-- Records contained in a dataset --
Start of Block
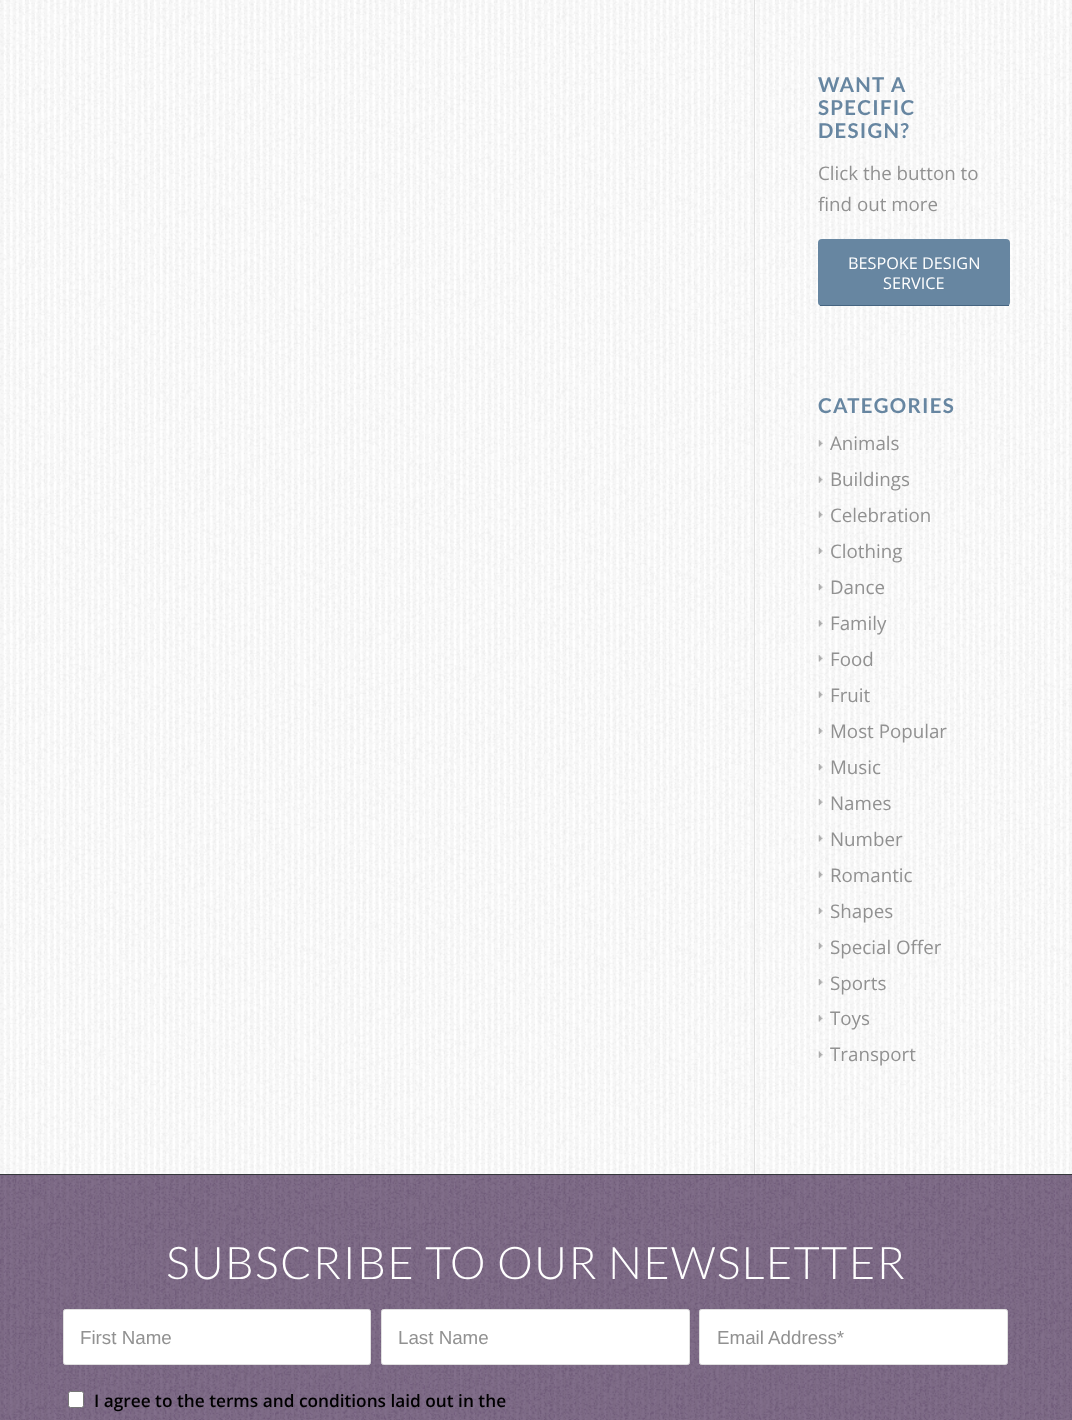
(async () => {
const canvas = document.querySelector("canvas")
canvas.width = 1072
canvas.height = 1420
const c = canvas.getContext("2d")
c.miterLimit = 4
c.fontKerning = "normal"
function T(s,x,y){c.fillText(s,x,y)}
function R(x,y,w,h){c.fillRect(x,y,w,h)}
function Q(x,y,w,h,r){c.beginPath();c.roundRect(x,y,w,h,r);c.fill()}
async function I(src,x,y,w,h){const img=new Image();img.src=src;await img.decode();c.drawImage(img,x,y,w,h)}
c.fillStyle="#fff"
R(0,0,1072,1420)
await I("1.png",0,0,1072,1174)
c.fillStyle="#e0e0e0"
R(754,0,1,1174)
c.letterSpacing="1.25px"
c.font="bold 20.5px Lato"
c.fillStyle="#6786a1"
T("WANT A",818,92)
T("SPECIFIC",818,115)
T("DESIGN?",818,138)
c.letterSpacing="0px"
c.font="18.75px Open Sans"
c.fillStyle="#919191"
T("Click the button to",818,180)
T("find out more",818,211)
c.fillStyle="#6786a1"
Q(818,239,192,67,4)
c.fillStyle="#456480"
R(820,305,189,1)
c.font="16.25px Open Sans"
c.fillStyle="#fff"
T("BESPOKE DESIGN",848,269)
T("SERVICE",883,289)
c.letterSpacing="1.25px"
c.font="bold 20.5px Lato"
c.fillStyle="#6786a1"
T("CATEGORIES",818,413)
await I("2.png",818,440,5,7)
c.letterSpacing="0px"
c.font="18.75px Open Sans"
c.fillStyle="#919191"
T("Animals",830,450)
await I("3.png",818,476,5,7)
T("Buildings",830,486)
await I("4.png",818,511,5,7)
T("Celebration",830,522)
await I("5.png",818,547,5,7)
T("Clothing",830,558)
await I("6.png",818,584,5,7)
T("Dance",830,594)
await I("7.png",818,620,5,7)
T("Family",830,630)
await I("8.png",818,655,5,7)
T("Food",830,666)
await I("9.png",818,691,5,7)
T("Fruit",830,702)
await I("10.png",818,727,5,7)
T("Most Popular",830,738)
await I("11.png",818,764,5,7)
T("Music",830,774)
await I("12.png",818,799,5,7)
T("Names",830,810)
await I("13.png",818,835,5,7)
T("Number",830,846)
await I("14.png",818,871,5,7)
T("Romantic",830,882)
await I("15.png",818,907,5,7)
T("Shapes",830,918)
await I("16.png",818,942,5,7)
T("Special Offer",830,954)
await I("17.png",818,979,5,7)
T("Sports",830,990)
await I("18.png",818,1015,5,7)
T("Toys",830,1025)
await I("19.png",818,1051,5,7)
T("Transport",830,1061)
c.fillStyle="#35383c"
R(0,1174,1072,1)
c.fillStyle="#745f7e"
R(0,1175,1072,245)
await I("20.png",0,1175,1072,245)
c.letterSpacing="1.25px"
c.font="300 45px Lato"
c.fillStyle="#fff"
T("SUBSCRIBE TO OUR NEWSLETTER",166,1279)
c.beginPath()
c.roundRect(63.5,1309.5,307,55,2)
c.fill()
c.strokeStyle="#e0e0e0"
c.stroke()
c.letterSpacing="0px"
c.font="18.75px Liberation Sans"
c.fillStyle="#919191"
T("First Name",80,1344)
c.fillStyle="#fff"
c.beginPath()
c.roundRect(381.5,1309.5,308,55,2)
c.fill()
c.stroke()
c.fillStyle="#919191"
T("Last Name",398,1344)
c.fillStyle="#fff"
c.beginPath()
c.roundRect(699.5,1309.5,308,55,2)
c.fill()
c.stroke()
c.fillStyle="#919191"
T("Email Address*",717,1344)
c.fillStyle="#fff"
c.beginPath()
c.roundRect(68.5,1391.5,15,16,2)
c.fill()
c.strokeStyle="#767676"
c.stroke()
c.font="600 17.25px Open Sans"
c.fillStyle="#000"
T("I agree to the terms and conditions laid out in the",94,1407)
})()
End of Block
Identify each line in the records above that contains the word "strokeStyle", and copy it out in full.

c.strokeStyle="#e0e0e0"
c.strokeStyle="#767676"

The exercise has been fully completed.